When I accepted Jesus as my Savior at four years old, I really didn’t grasp His forgiveness and grace. I mean, c’mon…I was four and the worst thing I had done is lie about my ruffle underwear (my mom had this thing about me wearing ruffle underwear on Sundays and I HATED it). I knew I was going to Hell and instead wanted to spend eternity with Jesus (just a word here to all of my fundamental legalists: Those who say “If someone’s main concern at his/her time of Salvation is just to escape Hell may not truly be saved”, get over yourselves and read the Bible. Jesus spoke four times more about Hell then Heaven and so obviously wanted people to realize the severity of it in hopes that they would not want to go there. It is people like you who made me terrified for years that I may not be saved when I most certainly am. Thanks). Anyways… 🙂
While I am thankful that I accepted Jesus as my Savior at a young age, I had a head knowledge of God’s grace, but not the experimental knowledge. I grew up thinking that I was “okay” because I had not committed any of the “really bad sins”. However, when I got into college and my young adult years, I began to realize that when I failed, and failed miserably, I had a hard time accepting the fact that I truly was forgiven and already had God’s favor and so didn’t need to live defeated and/or in fear. But isn’t that the Gospel? It wasn’t until that first year of marriage when I had utterly destroyed my reputation and who I thought I was completely disintegrated that I realized I had nothing to offer Jesus for His forgiveness. I could only receive it. And it’s that same forgiveness that I can extend to those who hurt me.

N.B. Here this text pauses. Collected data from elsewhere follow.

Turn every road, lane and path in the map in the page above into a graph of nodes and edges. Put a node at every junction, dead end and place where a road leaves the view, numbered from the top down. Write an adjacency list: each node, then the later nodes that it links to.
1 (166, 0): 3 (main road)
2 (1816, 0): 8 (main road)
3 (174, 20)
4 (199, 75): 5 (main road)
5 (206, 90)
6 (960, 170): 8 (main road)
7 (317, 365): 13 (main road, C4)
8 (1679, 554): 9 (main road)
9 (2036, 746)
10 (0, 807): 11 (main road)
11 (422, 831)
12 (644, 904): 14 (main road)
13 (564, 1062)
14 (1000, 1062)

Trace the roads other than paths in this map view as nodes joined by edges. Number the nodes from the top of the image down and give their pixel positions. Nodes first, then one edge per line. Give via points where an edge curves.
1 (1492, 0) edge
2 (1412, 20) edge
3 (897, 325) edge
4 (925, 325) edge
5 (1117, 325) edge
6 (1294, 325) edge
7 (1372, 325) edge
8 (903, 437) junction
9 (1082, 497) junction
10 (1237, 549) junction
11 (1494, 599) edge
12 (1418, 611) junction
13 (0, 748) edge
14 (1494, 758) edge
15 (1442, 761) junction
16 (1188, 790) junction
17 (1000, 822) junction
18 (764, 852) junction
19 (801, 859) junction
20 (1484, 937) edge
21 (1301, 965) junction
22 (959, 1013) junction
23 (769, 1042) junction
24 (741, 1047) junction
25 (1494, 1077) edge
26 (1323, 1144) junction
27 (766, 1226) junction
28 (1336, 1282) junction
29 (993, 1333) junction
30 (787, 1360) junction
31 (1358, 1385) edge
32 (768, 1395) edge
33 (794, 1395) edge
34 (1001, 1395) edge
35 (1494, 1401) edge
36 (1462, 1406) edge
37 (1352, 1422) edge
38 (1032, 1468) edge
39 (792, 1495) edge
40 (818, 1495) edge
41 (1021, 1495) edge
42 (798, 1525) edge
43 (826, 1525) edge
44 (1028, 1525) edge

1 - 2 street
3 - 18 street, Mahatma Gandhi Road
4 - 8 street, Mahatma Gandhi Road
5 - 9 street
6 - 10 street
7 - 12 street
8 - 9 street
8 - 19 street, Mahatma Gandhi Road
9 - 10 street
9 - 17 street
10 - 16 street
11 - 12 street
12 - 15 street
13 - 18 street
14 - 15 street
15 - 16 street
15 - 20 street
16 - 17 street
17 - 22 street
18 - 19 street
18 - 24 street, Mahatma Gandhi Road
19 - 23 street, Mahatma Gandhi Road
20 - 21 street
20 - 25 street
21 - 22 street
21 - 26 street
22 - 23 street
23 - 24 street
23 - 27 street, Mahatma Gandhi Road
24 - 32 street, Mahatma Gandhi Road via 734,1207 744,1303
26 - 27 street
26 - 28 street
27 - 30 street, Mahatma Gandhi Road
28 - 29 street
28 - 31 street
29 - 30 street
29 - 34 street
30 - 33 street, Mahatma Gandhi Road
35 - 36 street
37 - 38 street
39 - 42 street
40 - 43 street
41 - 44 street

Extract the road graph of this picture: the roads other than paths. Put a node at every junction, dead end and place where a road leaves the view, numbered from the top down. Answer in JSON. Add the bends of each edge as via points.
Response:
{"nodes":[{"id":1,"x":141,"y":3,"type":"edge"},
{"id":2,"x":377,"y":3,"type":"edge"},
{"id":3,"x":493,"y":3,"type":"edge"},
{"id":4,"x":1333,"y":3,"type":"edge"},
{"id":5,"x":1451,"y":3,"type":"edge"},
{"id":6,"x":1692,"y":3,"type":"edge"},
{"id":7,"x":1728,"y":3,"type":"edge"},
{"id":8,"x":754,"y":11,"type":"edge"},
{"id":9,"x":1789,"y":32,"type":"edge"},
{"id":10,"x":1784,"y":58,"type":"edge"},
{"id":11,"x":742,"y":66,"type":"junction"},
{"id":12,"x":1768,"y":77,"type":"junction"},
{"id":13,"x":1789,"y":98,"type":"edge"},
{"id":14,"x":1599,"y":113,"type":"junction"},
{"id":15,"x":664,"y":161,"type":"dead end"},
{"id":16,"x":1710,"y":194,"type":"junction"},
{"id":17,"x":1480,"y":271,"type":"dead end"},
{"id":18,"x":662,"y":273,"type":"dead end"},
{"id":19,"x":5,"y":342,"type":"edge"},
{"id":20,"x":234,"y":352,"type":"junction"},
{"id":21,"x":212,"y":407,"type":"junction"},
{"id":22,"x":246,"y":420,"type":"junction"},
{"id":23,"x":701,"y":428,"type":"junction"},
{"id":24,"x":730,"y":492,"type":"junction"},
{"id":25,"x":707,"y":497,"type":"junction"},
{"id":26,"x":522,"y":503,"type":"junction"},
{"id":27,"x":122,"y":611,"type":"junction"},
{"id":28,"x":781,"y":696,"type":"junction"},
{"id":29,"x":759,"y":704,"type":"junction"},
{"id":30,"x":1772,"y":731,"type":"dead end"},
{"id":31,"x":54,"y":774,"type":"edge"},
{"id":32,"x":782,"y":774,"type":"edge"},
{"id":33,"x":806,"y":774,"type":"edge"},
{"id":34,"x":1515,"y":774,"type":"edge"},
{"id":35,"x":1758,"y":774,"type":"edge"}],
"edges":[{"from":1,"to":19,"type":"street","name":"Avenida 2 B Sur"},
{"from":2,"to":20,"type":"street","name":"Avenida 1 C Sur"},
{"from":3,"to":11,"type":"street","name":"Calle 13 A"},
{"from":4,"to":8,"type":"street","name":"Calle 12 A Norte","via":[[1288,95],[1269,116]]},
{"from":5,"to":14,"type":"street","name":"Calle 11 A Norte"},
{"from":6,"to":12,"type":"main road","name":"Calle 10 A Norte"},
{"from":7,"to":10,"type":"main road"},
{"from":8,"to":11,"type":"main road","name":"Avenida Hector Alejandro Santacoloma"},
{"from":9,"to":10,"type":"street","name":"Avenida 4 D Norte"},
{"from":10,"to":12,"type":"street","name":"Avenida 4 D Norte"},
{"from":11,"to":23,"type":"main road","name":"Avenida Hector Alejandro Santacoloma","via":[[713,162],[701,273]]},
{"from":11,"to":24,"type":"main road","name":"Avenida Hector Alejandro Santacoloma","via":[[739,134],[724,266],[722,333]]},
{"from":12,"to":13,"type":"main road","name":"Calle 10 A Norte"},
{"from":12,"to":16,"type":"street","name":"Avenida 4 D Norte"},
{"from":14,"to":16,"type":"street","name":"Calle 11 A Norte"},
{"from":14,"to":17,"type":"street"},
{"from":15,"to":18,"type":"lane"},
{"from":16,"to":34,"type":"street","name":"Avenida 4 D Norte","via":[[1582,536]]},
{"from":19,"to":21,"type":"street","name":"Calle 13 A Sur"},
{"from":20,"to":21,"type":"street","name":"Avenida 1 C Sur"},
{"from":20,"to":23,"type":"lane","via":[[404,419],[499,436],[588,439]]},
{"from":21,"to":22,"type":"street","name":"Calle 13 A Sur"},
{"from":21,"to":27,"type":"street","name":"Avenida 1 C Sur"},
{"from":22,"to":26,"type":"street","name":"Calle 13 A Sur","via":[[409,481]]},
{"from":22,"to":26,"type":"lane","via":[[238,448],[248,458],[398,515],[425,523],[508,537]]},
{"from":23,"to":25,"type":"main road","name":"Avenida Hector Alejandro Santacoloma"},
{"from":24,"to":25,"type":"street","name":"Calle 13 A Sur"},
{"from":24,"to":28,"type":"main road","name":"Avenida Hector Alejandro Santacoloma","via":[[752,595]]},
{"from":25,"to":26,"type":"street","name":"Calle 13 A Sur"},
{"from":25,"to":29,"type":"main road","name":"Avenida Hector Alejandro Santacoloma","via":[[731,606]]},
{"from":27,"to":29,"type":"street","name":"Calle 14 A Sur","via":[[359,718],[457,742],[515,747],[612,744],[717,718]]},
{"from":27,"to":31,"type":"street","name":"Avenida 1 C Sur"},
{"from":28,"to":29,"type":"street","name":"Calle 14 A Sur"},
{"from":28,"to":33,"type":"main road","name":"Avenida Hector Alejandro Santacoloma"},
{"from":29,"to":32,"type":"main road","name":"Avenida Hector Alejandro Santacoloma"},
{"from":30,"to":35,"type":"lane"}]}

Chuck Swindoll says, “Truth be told, it’s God’s forgiveness of us that makes possible our forgiving others…It’s important to understand that we can never forgive others, horizontally, if not for what Christ has already done for us, vertically. Not until we fully accept and appropriate God’s infinite and complete forgiveness on our behalf can we carry out the tough assignment of forgiving others…To refuse to forgive is hypocritical. Because we have been the recipients of maximum mercy, who are we to suddenly demand justice from others? The compassion that God demonstrates on our behalf calls for us to do the same toward others. Anything less is downright hypocritical.”
This is tough stuff. Please know, I am wrestling through this stuff (let’s be honest, this crap) with you. It sucks. But, we have to get our hands dirty and “Get ‘er done!” So, let’s talk through some steps to take if we want to get down and dirty and forgive others. Once again, Swindoll gives us some guidance based on God’s Word.
- “Focus fully on God’s forgiveness of you (Psalm 103; Psalm 116).”
Swindoll says, “The extent to which you can envision God’s forgiveness of you, to that same measure you will be given the capacity to forgive others.” If I am spending all of my energy praising God and basking in the freedom of His forgiveness and grace for me, I am not going to have any time and emotion left over to be bitter. You are going to get sick and tired of me saying this, but I don’t care: You have to preach the Gospel to yourself! Forgiveness seems so unfair until you realize what God did for you through Christ was infinitely unfair.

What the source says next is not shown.